▶ _WHAT YOU HAVE TO DO_:
Locate every line below that contains the word "Soekarno" and copy it.

── DATA RECORDS ──

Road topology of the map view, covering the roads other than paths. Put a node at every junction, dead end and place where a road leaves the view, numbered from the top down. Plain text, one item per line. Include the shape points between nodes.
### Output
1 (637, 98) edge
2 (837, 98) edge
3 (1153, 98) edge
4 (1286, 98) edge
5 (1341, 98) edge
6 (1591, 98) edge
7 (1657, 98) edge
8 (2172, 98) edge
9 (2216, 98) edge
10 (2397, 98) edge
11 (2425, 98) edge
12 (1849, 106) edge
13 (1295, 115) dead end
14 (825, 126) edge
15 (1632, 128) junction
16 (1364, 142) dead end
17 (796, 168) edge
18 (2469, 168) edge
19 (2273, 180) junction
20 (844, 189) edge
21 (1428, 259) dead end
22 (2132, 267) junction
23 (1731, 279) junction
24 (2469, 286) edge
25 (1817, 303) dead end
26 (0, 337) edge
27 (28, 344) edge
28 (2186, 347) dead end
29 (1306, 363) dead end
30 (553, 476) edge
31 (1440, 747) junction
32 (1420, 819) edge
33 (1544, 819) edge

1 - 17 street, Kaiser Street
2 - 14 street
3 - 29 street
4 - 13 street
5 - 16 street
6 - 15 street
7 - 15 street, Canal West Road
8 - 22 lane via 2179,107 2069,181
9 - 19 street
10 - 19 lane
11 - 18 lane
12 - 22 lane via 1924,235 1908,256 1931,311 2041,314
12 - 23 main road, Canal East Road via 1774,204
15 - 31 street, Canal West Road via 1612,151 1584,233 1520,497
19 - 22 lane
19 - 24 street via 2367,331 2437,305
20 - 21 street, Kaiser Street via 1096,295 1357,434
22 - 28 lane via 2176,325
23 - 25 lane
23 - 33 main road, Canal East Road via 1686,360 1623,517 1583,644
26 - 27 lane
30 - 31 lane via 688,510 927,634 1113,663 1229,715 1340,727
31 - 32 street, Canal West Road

───
── DATA RECORDS ──

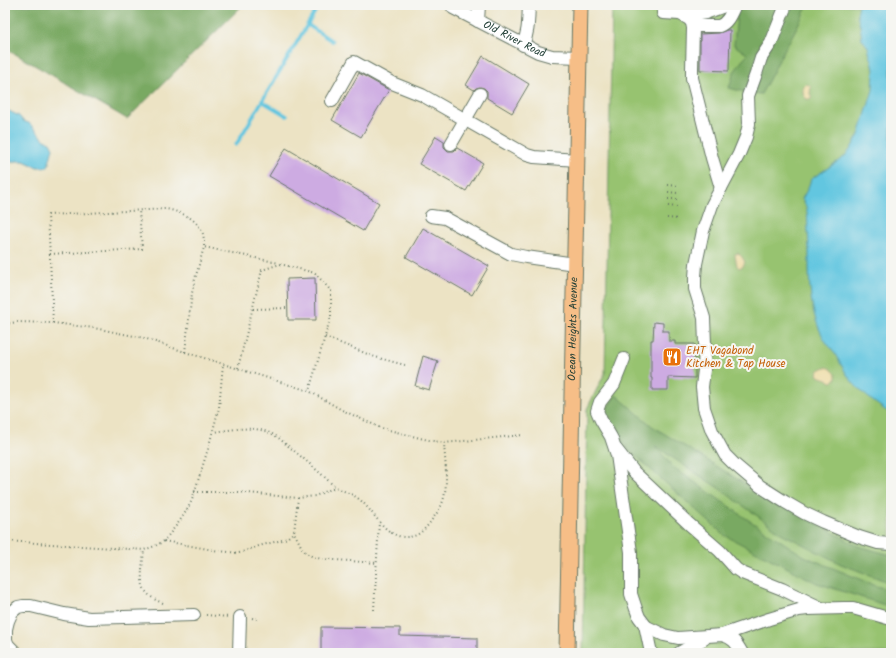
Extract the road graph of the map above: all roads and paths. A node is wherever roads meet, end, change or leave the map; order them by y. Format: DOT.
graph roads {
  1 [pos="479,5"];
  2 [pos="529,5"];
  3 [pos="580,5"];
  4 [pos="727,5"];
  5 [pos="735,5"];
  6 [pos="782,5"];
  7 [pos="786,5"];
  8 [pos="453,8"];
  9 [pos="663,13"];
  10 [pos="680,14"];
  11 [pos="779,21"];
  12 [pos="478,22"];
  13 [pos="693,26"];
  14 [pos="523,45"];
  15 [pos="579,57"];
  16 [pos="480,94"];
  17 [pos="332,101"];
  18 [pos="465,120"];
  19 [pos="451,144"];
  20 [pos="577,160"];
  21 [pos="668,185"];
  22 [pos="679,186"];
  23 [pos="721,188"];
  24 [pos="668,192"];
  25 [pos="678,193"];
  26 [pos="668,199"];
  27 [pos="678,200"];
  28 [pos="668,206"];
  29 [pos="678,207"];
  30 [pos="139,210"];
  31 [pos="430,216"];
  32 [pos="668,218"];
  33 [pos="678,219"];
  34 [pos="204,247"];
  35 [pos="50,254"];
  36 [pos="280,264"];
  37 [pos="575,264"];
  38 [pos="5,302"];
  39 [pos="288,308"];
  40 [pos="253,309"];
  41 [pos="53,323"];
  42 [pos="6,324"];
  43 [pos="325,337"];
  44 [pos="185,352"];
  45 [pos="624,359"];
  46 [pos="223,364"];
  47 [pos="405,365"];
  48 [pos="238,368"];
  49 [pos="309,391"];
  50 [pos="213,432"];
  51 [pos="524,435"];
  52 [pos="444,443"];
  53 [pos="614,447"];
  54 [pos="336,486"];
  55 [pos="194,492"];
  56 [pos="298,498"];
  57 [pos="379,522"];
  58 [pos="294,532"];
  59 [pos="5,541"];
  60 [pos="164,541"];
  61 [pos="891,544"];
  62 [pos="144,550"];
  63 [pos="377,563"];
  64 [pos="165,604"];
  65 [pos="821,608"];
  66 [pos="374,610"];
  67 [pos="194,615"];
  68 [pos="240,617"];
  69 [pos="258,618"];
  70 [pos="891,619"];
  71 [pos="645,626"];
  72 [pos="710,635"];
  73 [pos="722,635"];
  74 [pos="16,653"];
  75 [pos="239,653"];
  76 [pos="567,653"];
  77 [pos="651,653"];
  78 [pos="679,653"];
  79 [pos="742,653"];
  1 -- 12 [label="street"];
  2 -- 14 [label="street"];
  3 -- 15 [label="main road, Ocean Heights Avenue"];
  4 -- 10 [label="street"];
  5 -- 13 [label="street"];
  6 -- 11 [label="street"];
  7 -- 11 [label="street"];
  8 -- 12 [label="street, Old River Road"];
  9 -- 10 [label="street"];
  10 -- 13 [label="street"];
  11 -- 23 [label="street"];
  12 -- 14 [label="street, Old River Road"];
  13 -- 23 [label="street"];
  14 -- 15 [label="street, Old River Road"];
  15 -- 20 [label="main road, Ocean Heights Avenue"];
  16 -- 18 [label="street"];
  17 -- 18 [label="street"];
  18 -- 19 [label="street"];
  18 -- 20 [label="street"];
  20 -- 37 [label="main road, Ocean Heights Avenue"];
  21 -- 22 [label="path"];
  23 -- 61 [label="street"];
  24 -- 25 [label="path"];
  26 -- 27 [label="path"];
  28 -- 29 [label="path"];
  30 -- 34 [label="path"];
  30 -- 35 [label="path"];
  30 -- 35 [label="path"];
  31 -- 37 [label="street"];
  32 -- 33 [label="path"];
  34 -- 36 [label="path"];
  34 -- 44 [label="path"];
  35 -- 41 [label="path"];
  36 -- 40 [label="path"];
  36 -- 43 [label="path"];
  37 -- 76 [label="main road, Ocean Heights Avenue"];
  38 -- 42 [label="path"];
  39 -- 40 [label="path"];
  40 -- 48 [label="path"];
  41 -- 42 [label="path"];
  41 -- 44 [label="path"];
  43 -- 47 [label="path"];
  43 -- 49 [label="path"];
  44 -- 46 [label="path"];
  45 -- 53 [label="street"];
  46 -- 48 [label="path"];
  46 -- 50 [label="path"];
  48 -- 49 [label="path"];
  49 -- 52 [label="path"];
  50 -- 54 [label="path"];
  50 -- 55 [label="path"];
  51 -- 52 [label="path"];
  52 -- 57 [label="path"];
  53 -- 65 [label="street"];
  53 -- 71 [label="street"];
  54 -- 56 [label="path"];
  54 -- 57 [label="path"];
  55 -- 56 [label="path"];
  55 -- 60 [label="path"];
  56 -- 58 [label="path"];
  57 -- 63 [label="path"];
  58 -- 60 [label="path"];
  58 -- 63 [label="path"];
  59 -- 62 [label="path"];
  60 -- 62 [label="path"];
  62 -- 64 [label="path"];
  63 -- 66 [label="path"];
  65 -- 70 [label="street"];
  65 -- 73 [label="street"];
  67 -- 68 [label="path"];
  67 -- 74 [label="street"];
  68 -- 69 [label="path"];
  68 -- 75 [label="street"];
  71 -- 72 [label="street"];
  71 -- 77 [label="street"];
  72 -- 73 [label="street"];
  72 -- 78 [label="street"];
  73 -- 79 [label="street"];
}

───
── DATA RECORDS ──

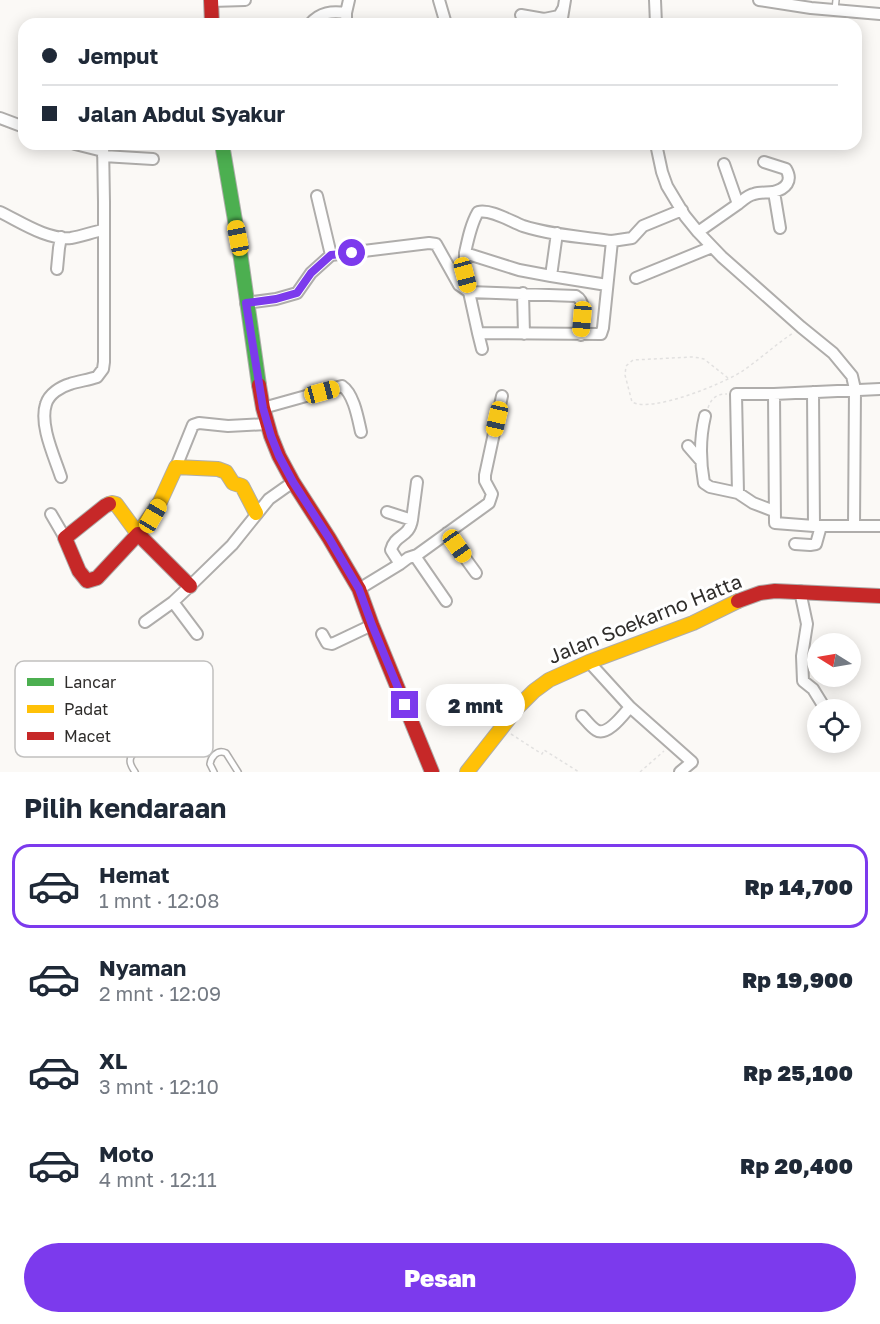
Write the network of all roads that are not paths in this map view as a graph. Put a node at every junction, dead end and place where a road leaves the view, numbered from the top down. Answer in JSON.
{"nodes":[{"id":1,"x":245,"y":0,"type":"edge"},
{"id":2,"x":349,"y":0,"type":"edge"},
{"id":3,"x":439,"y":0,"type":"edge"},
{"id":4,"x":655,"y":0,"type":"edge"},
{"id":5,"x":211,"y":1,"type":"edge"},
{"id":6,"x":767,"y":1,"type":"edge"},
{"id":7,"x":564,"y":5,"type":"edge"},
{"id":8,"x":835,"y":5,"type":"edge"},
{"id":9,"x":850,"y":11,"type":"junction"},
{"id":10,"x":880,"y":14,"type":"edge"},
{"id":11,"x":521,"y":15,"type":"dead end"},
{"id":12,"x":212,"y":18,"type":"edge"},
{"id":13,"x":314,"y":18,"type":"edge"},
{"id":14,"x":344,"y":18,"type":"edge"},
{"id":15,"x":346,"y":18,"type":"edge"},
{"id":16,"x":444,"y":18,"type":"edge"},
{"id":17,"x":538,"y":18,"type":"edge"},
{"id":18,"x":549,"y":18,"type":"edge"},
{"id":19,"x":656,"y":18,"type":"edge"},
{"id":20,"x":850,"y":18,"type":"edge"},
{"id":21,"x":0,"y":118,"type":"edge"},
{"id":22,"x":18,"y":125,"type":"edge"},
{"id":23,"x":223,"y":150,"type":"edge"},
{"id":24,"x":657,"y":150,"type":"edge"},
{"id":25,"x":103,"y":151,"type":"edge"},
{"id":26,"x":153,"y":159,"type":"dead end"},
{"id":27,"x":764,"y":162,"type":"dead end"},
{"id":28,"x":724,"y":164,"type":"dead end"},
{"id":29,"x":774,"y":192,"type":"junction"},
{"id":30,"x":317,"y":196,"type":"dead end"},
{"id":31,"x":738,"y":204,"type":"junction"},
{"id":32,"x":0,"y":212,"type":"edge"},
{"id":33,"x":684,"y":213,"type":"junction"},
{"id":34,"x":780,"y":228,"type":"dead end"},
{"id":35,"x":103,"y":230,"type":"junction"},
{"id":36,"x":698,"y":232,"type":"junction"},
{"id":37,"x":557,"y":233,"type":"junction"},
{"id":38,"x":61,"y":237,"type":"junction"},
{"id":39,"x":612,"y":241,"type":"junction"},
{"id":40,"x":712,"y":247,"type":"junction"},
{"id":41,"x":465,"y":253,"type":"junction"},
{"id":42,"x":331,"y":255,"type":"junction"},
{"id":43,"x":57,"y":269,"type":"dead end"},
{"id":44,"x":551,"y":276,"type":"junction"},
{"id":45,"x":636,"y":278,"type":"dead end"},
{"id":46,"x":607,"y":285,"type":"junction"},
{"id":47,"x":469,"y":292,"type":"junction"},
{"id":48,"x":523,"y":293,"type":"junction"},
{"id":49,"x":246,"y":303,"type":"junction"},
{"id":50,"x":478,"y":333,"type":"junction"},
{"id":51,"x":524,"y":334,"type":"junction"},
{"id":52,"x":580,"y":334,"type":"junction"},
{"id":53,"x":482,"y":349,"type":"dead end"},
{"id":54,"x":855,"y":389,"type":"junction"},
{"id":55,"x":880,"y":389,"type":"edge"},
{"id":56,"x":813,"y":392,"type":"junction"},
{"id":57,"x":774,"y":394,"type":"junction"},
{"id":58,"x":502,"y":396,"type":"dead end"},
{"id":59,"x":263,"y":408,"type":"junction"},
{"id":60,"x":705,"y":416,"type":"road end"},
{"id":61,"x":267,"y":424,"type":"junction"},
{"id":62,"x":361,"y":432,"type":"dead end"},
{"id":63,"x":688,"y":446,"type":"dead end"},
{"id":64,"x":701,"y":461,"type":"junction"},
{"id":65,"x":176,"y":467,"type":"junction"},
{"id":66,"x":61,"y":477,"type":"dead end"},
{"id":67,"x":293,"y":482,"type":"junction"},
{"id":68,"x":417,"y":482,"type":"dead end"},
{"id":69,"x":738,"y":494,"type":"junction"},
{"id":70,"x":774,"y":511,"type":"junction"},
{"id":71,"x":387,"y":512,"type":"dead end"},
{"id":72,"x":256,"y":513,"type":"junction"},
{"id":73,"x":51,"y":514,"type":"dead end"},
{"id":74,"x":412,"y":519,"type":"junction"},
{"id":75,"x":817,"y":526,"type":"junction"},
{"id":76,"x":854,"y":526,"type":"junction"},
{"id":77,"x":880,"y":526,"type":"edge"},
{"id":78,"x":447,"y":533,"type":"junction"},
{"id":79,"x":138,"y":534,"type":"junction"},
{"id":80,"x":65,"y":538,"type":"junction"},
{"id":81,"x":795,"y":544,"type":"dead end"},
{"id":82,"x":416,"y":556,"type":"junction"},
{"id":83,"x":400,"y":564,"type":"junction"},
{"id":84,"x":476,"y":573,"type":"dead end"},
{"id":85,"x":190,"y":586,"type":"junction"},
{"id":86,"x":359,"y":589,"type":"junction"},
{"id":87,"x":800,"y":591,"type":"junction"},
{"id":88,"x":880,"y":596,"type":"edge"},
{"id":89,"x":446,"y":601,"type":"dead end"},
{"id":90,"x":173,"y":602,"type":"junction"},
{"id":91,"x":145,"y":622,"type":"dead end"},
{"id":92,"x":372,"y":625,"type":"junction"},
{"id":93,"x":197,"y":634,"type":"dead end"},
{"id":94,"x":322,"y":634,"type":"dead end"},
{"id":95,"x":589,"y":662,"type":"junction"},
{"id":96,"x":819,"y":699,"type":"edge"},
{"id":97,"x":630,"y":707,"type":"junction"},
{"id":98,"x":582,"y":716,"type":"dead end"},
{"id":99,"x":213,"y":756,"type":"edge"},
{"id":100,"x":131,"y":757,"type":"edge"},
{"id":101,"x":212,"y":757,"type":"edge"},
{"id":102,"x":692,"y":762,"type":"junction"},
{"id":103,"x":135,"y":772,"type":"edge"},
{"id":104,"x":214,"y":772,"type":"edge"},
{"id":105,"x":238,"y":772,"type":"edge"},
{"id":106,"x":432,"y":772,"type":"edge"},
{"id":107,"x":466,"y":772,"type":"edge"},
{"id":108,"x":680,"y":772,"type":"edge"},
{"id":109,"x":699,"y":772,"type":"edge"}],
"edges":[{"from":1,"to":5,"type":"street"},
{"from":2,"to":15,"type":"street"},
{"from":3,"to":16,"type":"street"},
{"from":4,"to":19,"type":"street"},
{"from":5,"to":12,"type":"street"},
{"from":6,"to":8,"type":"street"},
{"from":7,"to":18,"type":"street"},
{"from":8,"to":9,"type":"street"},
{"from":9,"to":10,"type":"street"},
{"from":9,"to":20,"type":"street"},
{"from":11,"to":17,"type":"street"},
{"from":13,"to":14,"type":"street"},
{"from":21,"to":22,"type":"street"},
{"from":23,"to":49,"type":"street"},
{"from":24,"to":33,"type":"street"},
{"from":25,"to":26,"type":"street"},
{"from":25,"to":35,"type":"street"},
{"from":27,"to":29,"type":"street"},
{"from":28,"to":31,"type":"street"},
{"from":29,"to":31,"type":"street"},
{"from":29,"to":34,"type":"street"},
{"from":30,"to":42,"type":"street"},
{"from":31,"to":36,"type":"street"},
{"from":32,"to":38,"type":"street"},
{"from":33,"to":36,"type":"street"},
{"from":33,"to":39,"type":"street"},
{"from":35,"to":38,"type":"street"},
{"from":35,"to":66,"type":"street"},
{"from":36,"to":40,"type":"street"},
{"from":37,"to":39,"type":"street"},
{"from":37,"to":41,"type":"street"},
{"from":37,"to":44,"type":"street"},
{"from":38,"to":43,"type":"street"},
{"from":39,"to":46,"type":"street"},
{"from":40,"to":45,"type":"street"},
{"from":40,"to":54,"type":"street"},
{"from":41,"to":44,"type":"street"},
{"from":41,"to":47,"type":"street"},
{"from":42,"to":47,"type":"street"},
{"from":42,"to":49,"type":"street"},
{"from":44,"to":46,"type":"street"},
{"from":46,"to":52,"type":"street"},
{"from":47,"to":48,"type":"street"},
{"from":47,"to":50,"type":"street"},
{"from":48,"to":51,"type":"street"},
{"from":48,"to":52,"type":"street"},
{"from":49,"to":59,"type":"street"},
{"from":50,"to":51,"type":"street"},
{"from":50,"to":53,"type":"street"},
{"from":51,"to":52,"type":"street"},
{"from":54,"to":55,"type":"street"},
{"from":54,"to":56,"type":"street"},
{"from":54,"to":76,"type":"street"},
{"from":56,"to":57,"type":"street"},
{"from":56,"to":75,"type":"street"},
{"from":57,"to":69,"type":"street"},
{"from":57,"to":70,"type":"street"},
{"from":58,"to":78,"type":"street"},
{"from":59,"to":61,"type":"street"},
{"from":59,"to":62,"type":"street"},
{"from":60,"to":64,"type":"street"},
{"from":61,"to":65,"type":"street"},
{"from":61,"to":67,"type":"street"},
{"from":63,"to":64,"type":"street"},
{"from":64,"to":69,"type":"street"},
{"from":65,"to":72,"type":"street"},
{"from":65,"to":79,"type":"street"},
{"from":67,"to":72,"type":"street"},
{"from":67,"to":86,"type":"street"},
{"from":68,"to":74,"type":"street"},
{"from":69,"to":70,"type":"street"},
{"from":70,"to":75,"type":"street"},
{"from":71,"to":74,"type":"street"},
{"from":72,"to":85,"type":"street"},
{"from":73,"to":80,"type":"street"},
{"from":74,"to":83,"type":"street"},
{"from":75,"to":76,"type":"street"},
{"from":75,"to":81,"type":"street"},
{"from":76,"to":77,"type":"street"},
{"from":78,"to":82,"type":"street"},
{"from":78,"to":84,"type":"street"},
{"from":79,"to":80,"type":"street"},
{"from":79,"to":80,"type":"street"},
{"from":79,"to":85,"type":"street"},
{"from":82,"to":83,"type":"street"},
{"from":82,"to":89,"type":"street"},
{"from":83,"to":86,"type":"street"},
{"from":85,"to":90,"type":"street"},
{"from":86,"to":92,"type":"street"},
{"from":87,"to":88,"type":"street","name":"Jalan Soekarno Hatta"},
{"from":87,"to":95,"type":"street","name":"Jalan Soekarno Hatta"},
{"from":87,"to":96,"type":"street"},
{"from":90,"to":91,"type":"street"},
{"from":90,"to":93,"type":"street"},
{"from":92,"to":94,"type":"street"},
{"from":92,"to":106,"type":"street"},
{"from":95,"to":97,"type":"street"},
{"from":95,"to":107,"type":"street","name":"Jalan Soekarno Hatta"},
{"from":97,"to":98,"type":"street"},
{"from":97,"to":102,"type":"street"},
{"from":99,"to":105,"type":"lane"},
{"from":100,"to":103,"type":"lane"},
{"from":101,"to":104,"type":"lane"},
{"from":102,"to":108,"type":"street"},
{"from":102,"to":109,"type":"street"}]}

───

▶ _COMPLETED TASK_:
{"from":87,"to":88,"type":"street","name":"Jalan Soekarno Hatta"},
{"from":87,"to":95,"type":"street","name":"Jalan Soekarno Hatta"},
{"from":95,"to":107,"type":"street","name":"Jalan Soekarno Hatta"},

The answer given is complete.